MOU BETWEEN CITY AND SPEEDWAY -JULY 4, 2014 EVENT PAGE 3 OF 4
H. Term of MOU. This MOU shall become effective as of the Effective Date upon execution by
both parties, and shall expire immediately upon the conclusion of the July 4, 2014 event unless
earlier terminated or extended in the manner as set forth in this MOU.
I. Termination. Grounds for termination of this MOU shall include, but shall not be limited to;
an act or omission by either party which breaches any term of the MOU; an act of nature or
other unforeseeable event which precludes or makes impossible the performance either party's
respective commitments; or a change in circumstances that renders the performance by either
party a detriment to the public health, safety, or welfare.
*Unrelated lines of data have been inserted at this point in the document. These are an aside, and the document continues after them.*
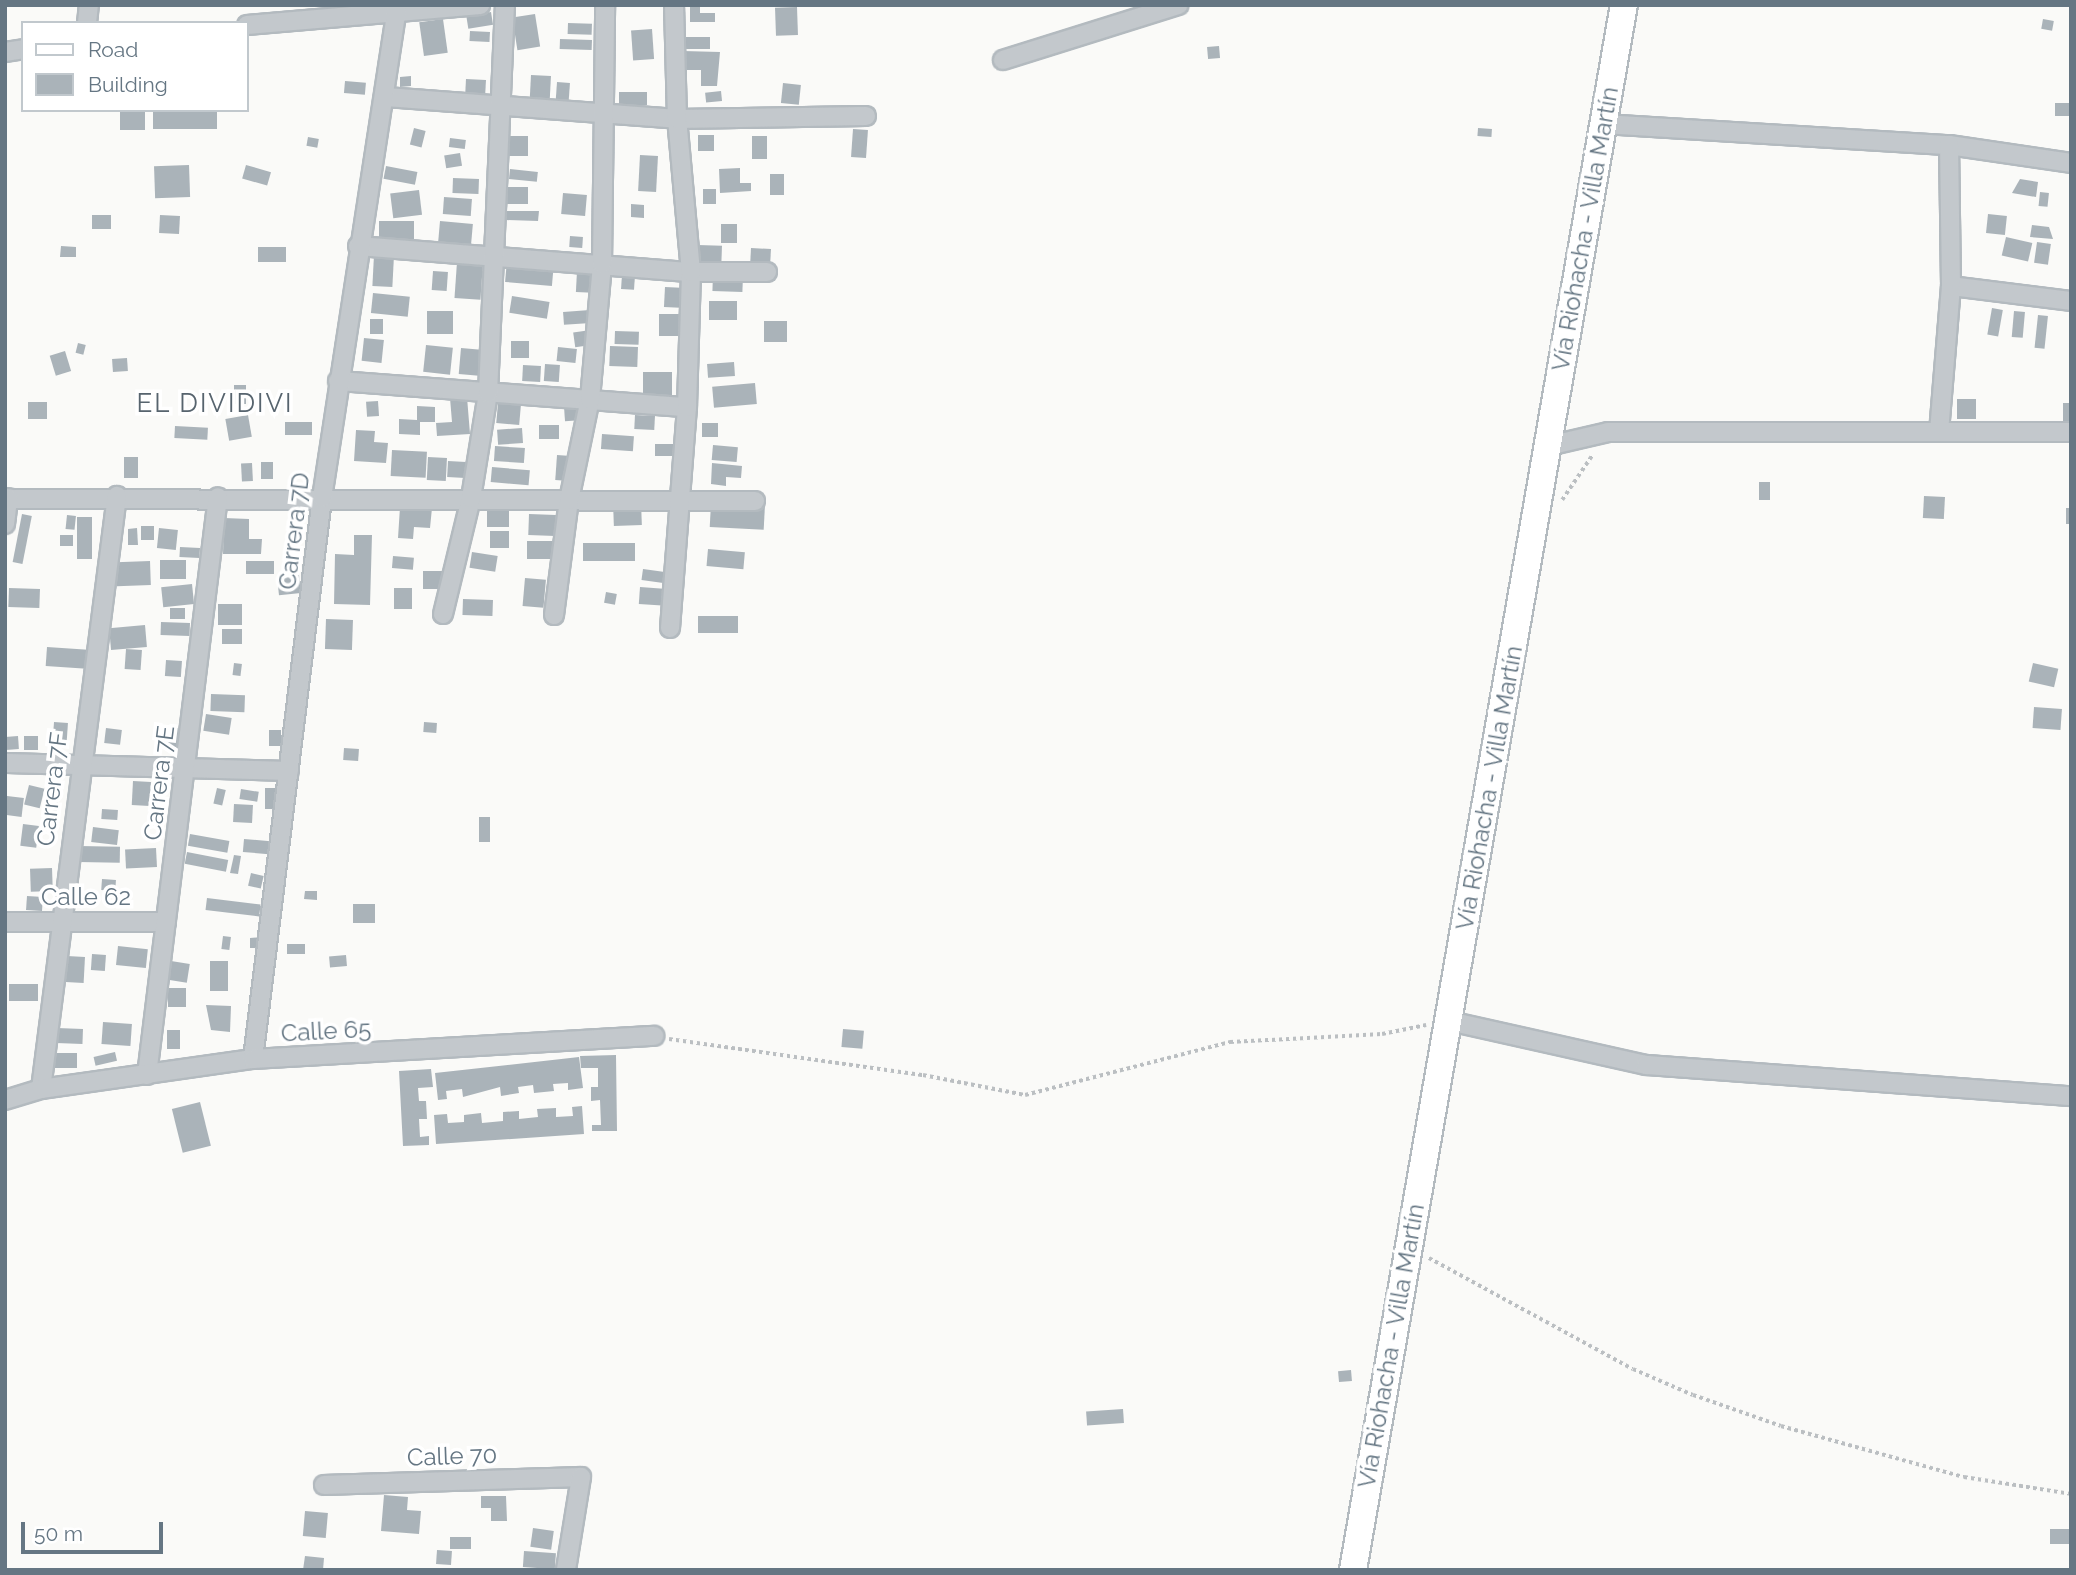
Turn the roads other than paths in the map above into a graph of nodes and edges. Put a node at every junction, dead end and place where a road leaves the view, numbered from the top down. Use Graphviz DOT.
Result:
graph roads {
  1 [pos="480,5"];
  2 [pos="505,5"];
  3 [pos="605,5"];
  4 [pos="674,5"];
  5 [pos="1179,5"];
  6 [pos="1624,5"];
  7 [pos="397,10"];
  8 [pos="248,25"];
  9 [pos="1003,60"];
  10 [pos="386,97"];
  11 [pos="499,106"];
  12 [pos="603,114"];
  13 [pos="866,116"];
  14 [pos="677,119"];
  15 [pos="1603,124"];
  16 [pos="1949,145"];
  17 [pos="2071,163"];
  18 [pos="358,246"];
  19 [pos="493,255"];
  20 [pos="602,264"];
  21 [pos="691,271"];
  22 [pos="767,272"];
  23 [pos="1951,286"];
  24 [pos="2071,301"];
  25 [pos="338,381"];
  26 [pos="488,393"];
  27 [pos="590,399"];
  28 [pos="687,407"];
  29 [pos="1939,432"];
  30 [pos="2071,432"];
  31 [pos="1548,446"];
  32 [pos="117,496"];
  33 [pos="218,497"];
  34 [pos="7,498"];
  35 [pos="322,498"];
  36 [pos="471,498"];
  37 [pos="569,500"];
  38 [pos="678,500"];
  39 [pos="755,500"];
  40 [pos="5,524"];
  41 [pos="443,614"];
  42 [pos="554,615"];
  43 [pos="670,628"];
  44 [pos="5,763"];
  45 [pos="79,765"];
  46 [pos="185,768"];
  47 [pos="289,771"];
  48 [pos="5,922"];
  49 [pos="60,922"];
  50 [pos="166,922"];
  51 [pos="1449,1021"];
  52 [pos="654,1036"];
  53 [pos="253,1059"];
  54 [pos="147,1075"];
  55 [pos="41,1089"];
  56 [pos="2071,1096"];
  57 [pos="5,1100"];
  58 [pos="324,1485"];
  59 [pos="566,1570"];
  60 [pos="1353,1570"];
  1 -- 7 [label="street"];
  2 -- 11 [label="street"];
  3 -- 12 [label="street"];
  4 -- 14 [label="street"];
  5 -- 9 [label="street"];
  6 -- 15 [label="main road, Vía Riohacha - Villa Martín"];
  7 -- 8 [label="street"];
  7 -- 10 [label="street, Carrera 7D"];
  10 -- 11 [label="street"];
  10 -- 18 [label="street, Carrera 7D"];
  11 -- 12 [label="street"];
  11 -- 19 [label="street"];
  12 -- 14 [label="street"];
  12 -- 20 [label="street"];
  13 -- 14 [label="street"];
  14 -- 21 [label="street"];
  15 -- 16 [label="street"];
  15 -- 31 [label="main road, Vía Riohacha - Villa Martín"];
  16 -- 17 [label="street"];
  16 -- 23 [label="street"];
  18 -- 19 [label="street"];
  18 -- 25 [label="street, Carrera 7D"];
  19 -- 20 [label="street"];
  19 -- 26 [label="street"];
  20 -- 21 [label="street"];
  20 -- 27 [label="street"];
  21 -- 22 [label="street"];
  21 -- 28 [label="street"];
  23 -- 24 [label="street"];
  23 -- 29 [label="street"];
  25 -- 26 [label="street"];
  25 -- 35 [label="street, Carrera 7D"];
  26 -- 27 [label="street"];
  26 -- 36 [label="street"];
  27 -- 28 [label="street"];
  27 -- 37 [label="street"];
  28 -- 38 [label="street"];
  29 -- 30 [label="street"];
  29 -- 31 [label="street"];
  31 -- 51 [label="main road, Vía Riohacha - Villa Martín"];
  32 -- 33 [label="street"];
  32 -- 34 [label="street"];
  32 -- 45 [label="street, Carrera 7F"];
  33 -- 35 [label="street"];
  33 -- 46 [label="street, Carrera 7E"];
  34 -- 40 [label="street"];
  35 -- 36 [label="street"];
  35 -- 47 [label="street, Carrera 7D"];
  36 -- 37 [label="street"];
  36 -- 41 [label="street"];
  37 -- 38 [label="street"];
  37 -- 42 [label="street"];
  38 -- 39 [label="street"];
  38 -- 43 [label="street"];
  44 -- 45 [label="street"];
  45 -- 46 [label="street"];
  45 -- 49 [label="street, Carrera 7F"];
  46 -- 47 [label="street"];
  46 -- 50 [label="street, Carrera 7E"];
  47 -- 53 [label="street, Carrera 7D"];
  48 -- 49 [label="street, Calle 62"];
  49 -- 50 [label="street, Calle 62"];
  49 -- 55 [label="street, Carrera 7F"];
  50 -- 54 [label="street, Carrera 7E"];
  51 -- 56 [label="street"];
  51 -- 60 [label="main road, Vía Riohacha - Villa Martín"];
  52 -- 53 [label="street, Calle 65"];
  53 -- 54 [label="street, Calle 65"];
  54 -- 55 [label="street, Calle 65"];
  55 -- 57 [label="street, Calle 65"];
  58 -- 59 [label="street, Calle 70"];
}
Either party may terminate this
Agreement by providing five (5}calendar days advance written notice of intention to terminate.
Such written notice shall include a description of the circumstances providing grounds for
termination. A forty-eight (48) hour cure period shall commence upon mailing of the notice of
intention to terminate. If, upon the expiration of such cure period, cure of the breach or
circumstances providing grounds for termination has not occurred, this MOU shall
automatically terminate.
J. Construction and Severability. If any part of this MOU is held to be invalid or
unenforceable, such holding will not affect the validity or enforceability of any other part of the
MOU so long as the remainder is reasonably capable of completion.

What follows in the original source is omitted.